BIOL 1400 -- Lecture Outline 23

"Science is the whore of industry and the handmaiden of war." -- Edward Abbey

I. Wrap-up. . .

  1. DNA replicates by "unzipping" the double helix and then making new strands that complement each of the older strands.
    1. Normally, when DNA replicates, it is copied exactly, with the help of several enzymes (the DNA polymerases).
    2. There are other enzymes that literally "proofread" a cell's DNA and repair damage to it.
    3. However, they don't work perfectly. If they make a mistake, the base-pair sequence of a cell's DNA may be altered. This is a mutation.
    4. The effects of a mutation may be totally unnoticeable (far and away the most common), beneficial, or harmful.
      1. Ultimately, this is the source of evolutionary variation -- now we can answer the question that was bugging Darwin: where does variability come from?
      2. A mutant allele that has a beneficial effect should become more frequent within a population. One that does not should become less frequent.

II. A bit about viruses. . .

  1. Structure
    1. A virus is a piece of DNA or RNA surrounded by a capsid, a coat made of proteins.


      Surface reconstruction of the foot-and-mouth disease virus (from the Institute for Molecular Virology)

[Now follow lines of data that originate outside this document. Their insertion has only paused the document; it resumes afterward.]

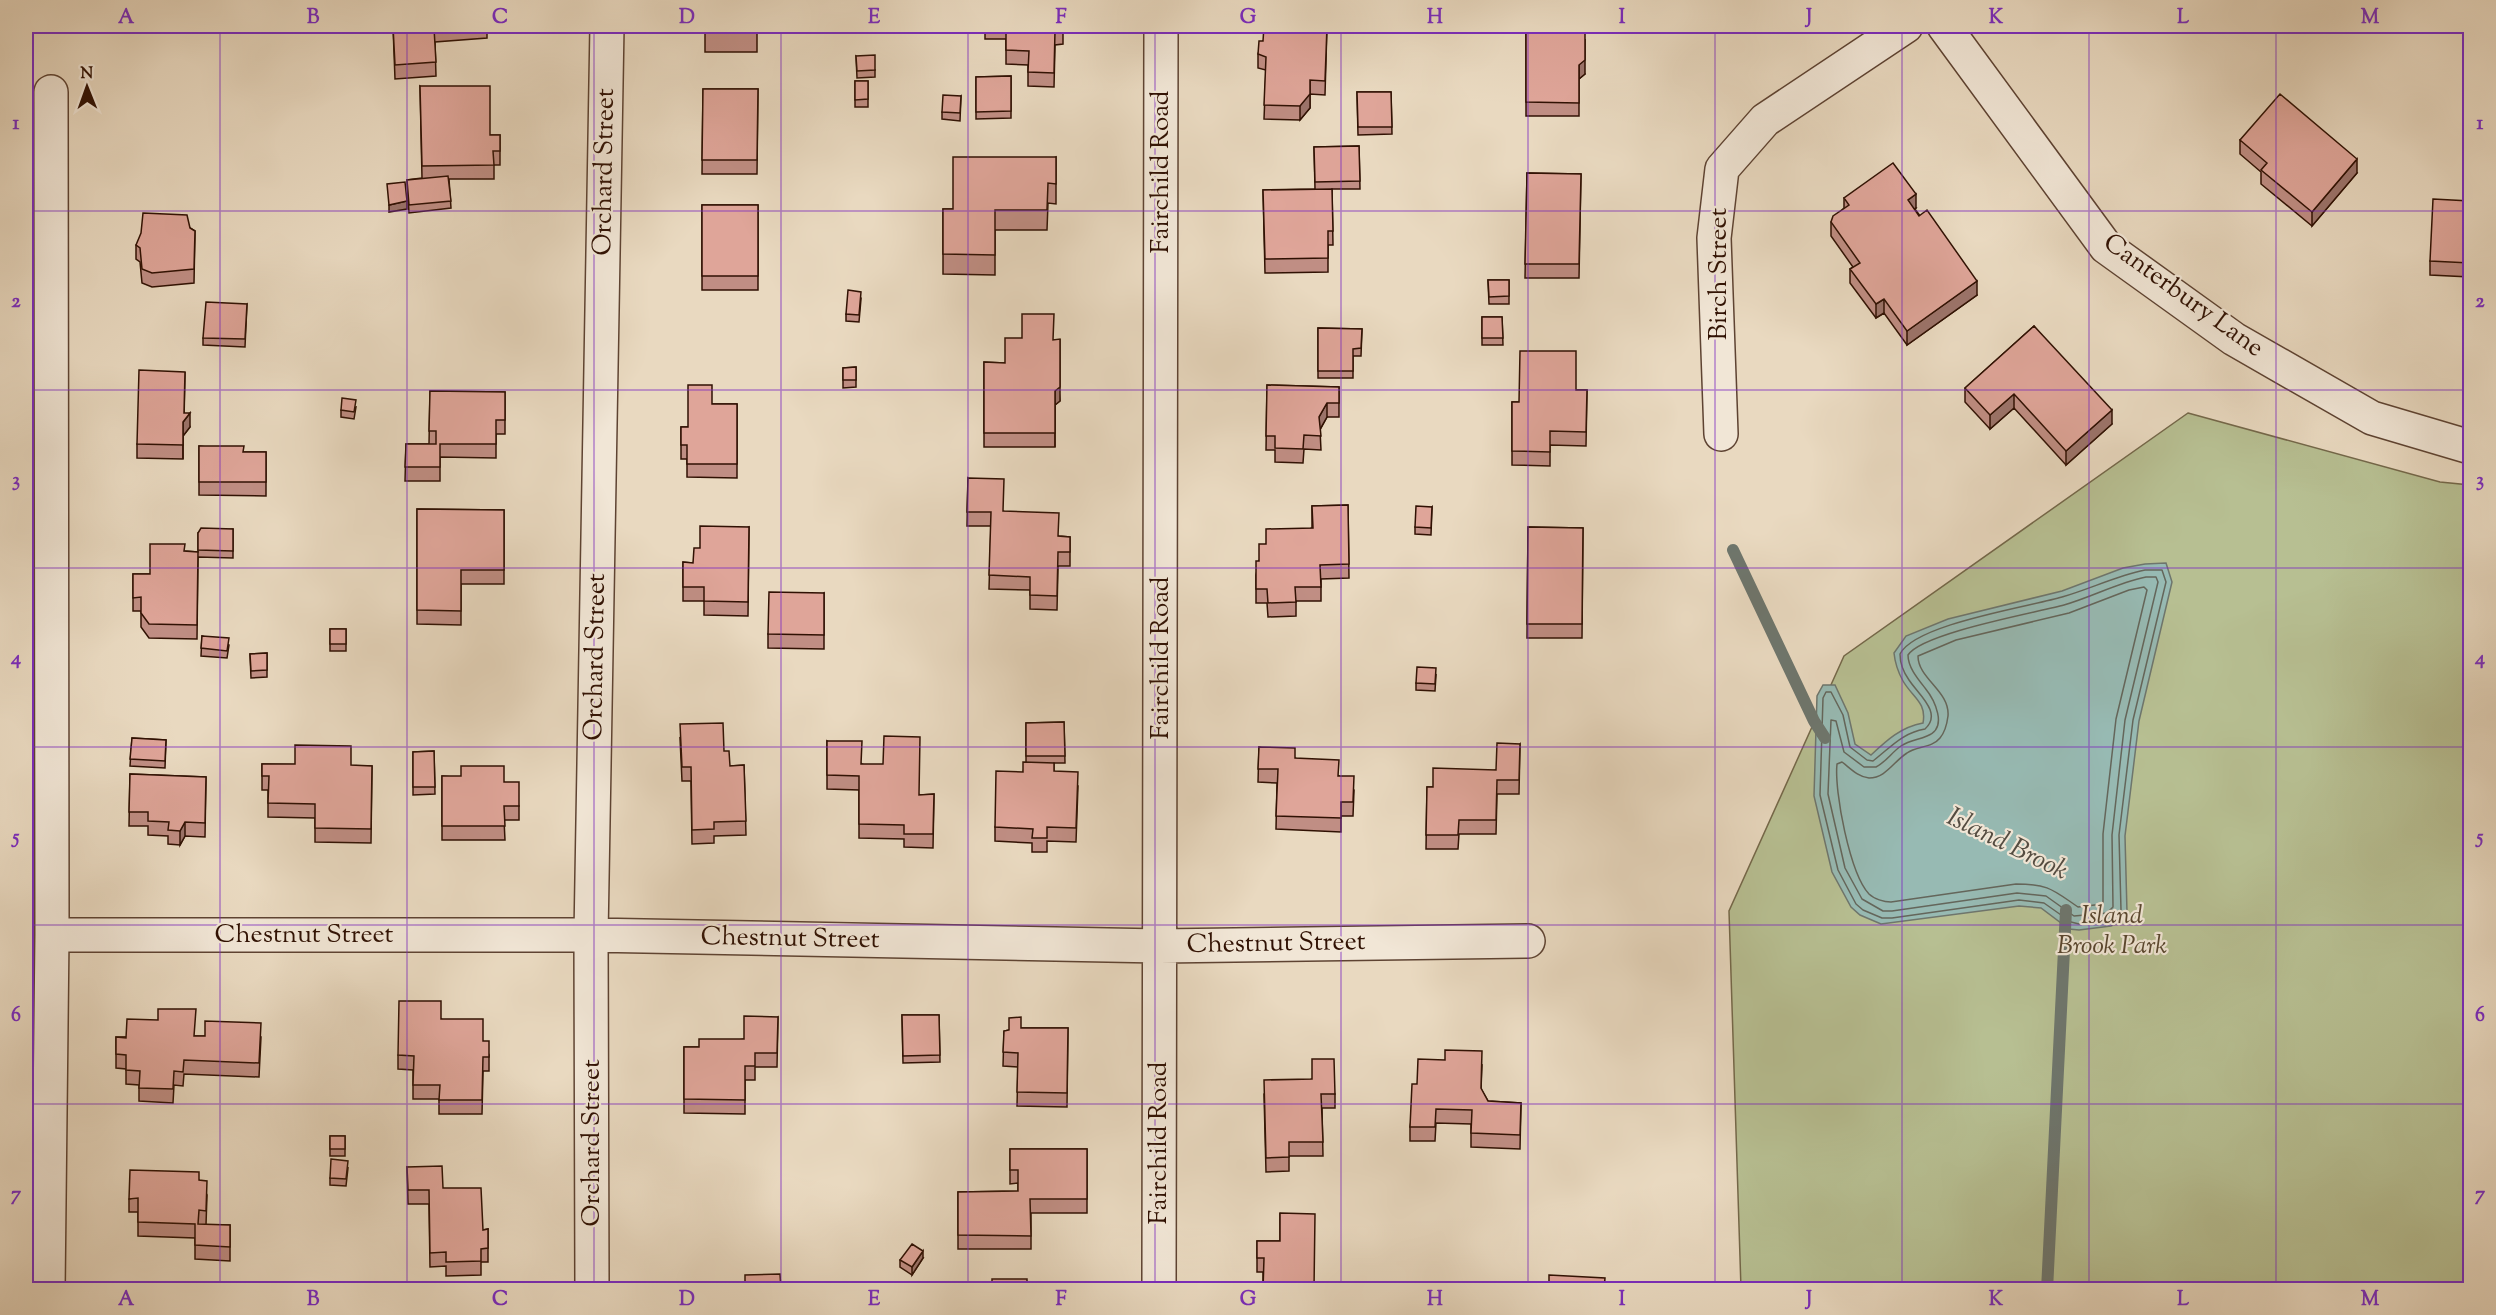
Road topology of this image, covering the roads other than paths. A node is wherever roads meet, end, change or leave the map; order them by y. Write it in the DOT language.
graph roads {
  1 [pos="607,26"];
  2 [pos="1161,26"];
  3 [pos="1906,26"];
  4 [pos="1944,26"];
  5 [pos="51,92"];
  6 [pos="1721,434"];
  7 [pos="2470,447"];
  8 [pos="52,935"];
  9 [pos="591,935"];
  10 [pos="1528,941"];
  11 [pos="1161,946"];
  12 [pos="48,1290"];
  13 [pos="592,1290"];
  14 [pos="1159,1290"];
  1 -- 9 [label="street, Orchard Street"];
  2 -- 11 [label="street, Fairchild Road"];
  3 -- 6 [label="street, Birch Street"];
  4 -- 7 [label="street, Canterbury Lane"];
  5 -- 8 [label="street"];
  8 -- 9 [label="street, Chestnut Street"];
  8 -- 12 [label="street"];
  9 -- 11 [label="street, Chestnut Street"];
  9 -- 13 [label="street, Orchard Street"];
  10 -- 11 [label="street, Chestnut Street"];
  11 -- 14 [label="street, Fairchild Road"];
}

      1. Viruses are too small to be seen with the light microscope. . .
      2. . . . but they cause many diseases of humans, other animals, and plants. EXAMPLES: Polio, AIDS, Ebola fever, hanta fever, measles, mumps, smallpox, warts. . .
      3. Whether viruses are living or not is a matter for philosophical debate -- in some ways they straddle the border between life and non-life. . .
  2. How they work
    1. Viruses are incapable of reproducing by themselves. In isolation, viruses are completely inert -- they don't carry out respiration, use ATP, or do anything at all.
    2. However, a virus that contacts a cell can insert its DNA or RNA into the cell.


      Left: Electron micrograph of a virus known as bacteriophage.
      Right: Diagram of bacteriophage injecting its DNA into a host cell.

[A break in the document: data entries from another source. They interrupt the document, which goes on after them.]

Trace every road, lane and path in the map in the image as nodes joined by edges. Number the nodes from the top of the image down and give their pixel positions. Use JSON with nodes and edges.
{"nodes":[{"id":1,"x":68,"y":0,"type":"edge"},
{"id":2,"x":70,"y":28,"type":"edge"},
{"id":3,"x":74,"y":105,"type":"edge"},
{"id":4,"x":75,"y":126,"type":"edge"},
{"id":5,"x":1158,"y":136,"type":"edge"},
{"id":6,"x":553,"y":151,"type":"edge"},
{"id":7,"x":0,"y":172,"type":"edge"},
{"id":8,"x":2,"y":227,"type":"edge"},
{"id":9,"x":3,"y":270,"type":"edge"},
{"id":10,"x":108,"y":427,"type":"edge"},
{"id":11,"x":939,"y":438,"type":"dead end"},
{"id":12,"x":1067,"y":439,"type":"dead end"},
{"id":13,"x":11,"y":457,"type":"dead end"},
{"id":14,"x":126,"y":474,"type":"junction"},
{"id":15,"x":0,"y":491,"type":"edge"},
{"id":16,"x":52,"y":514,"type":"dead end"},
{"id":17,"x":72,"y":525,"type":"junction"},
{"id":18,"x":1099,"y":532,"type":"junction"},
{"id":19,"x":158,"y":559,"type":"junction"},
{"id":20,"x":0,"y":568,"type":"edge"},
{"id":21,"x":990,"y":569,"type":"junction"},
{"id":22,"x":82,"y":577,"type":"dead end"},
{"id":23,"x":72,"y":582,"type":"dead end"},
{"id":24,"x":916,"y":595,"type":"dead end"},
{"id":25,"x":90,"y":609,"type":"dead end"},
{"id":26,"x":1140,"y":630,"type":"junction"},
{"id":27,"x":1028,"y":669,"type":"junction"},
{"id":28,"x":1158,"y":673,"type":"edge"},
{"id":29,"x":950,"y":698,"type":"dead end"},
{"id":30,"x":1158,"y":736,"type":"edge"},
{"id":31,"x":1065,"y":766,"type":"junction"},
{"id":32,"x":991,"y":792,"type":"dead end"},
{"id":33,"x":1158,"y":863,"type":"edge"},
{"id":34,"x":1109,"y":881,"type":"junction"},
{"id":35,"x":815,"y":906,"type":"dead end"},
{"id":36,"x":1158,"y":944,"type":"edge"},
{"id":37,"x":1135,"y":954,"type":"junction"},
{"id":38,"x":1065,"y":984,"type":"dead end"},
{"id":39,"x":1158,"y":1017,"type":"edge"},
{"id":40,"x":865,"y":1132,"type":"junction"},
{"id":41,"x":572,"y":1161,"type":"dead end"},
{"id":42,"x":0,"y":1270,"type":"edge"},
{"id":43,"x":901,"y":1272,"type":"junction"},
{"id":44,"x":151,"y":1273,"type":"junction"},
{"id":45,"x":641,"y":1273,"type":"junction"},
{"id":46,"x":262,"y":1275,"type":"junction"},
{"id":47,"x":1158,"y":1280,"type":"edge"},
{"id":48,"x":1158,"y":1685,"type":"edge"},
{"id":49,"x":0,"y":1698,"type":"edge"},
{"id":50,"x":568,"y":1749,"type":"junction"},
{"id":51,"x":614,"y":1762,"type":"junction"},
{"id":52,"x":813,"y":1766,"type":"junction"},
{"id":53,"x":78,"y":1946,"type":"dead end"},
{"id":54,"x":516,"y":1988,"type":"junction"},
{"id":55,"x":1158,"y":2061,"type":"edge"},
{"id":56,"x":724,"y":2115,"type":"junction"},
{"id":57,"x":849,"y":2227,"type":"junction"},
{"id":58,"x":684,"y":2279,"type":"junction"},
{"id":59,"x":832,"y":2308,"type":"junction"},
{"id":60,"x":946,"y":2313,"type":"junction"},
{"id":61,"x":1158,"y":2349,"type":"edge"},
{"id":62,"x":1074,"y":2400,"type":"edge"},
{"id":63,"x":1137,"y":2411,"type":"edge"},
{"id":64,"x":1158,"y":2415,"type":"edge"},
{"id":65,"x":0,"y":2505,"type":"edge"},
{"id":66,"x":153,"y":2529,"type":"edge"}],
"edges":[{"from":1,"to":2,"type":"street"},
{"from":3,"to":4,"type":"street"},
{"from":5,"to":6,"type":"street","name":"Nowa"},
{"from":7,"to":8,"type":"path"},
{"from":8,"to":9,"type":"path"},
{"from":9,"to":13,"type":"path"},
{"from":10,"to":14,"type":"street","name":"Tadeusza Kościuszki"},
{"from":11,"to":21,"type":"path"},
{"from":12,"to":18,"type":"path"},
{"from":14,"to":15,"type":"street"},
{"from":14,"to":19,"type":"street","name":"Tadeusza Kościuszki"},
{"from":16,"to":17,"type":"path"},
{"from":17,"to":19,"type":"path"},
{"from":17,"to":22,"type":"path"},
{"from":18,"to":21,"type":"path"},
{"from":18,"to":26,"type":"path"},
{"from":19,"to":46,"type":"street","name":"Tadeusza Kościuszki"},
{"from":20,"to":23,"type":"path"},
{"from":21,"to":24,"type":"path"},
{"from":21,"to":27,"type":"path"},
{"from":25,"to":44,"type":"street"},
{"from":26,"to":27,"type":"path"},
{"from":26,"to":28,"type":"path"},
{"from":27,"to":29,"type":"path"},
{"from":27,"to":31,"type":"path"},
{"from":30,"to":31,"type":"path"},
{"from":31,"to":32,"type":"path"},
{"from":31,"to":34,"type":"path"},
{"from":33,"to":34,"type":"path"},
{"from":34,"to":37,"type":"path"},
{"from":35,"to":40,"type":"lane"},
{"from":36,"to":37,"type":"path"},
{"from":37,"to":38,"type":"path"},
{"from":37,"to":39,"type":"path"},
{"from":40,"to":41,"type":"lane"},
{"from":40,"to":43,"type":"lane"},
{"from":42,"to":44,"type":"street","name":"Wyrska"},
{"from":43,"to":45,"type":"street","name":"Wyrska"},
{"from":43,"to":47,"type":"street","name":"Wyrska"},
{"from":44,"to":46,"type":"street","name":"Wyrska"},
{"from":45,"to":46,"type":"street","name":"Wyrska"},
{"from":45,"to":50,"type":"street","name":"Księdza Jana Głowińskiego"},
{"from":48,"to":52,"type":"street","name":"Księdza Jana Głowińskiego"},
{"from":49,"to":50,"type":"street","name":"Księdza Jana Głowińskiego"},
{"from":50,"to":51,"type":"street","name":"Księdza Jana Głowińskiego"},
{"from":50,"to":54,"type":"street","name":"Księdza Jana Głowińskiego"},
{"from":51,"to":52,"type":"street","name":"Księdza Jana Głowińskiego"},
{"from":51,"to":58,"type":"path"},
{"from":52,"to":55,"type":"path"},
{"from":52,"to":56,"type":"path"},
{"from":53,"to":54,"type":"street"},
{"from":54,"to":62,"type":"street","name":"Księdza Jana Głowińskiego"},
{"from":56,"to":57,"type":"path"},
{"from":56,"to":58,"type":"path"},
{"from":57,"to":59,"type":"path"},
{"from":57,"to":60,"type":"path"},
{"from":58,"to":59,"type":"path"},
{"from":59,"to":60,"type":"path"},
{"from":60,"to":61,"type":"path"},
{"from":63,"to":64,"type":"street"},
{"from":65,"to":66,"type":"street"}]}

    3. The cell then starts replicating the DNA or RNA, and starts making new virus proteins. The cell is literally turned into a factory for new viruses.
      1. If the virus contains RNA, the RNA is "reverse transcribed" back into DNA when the host cell is infected. The DNA is then transcribed and translated to make new viruses.
      2. This is an exception to the general rule that information only goes from DNA to RNA to proteins (once called the Central Dogma of Molecular Biology).
      3. RNA viruses that are "reverse transcribed" like this are called retroviruses. Human immunodeficiency virus, or HIV, is the best-known retrovirus.
    4. Eventually, the viruses burst out of the cell (usually killing it) and infect more cells.
    5. Some viruses wrap themselves in fragments of the host's cell membrane when they burst out -- this makes them harder to detect by the host's immune system. (Influenza and HIV are two examples of viruses that do this.)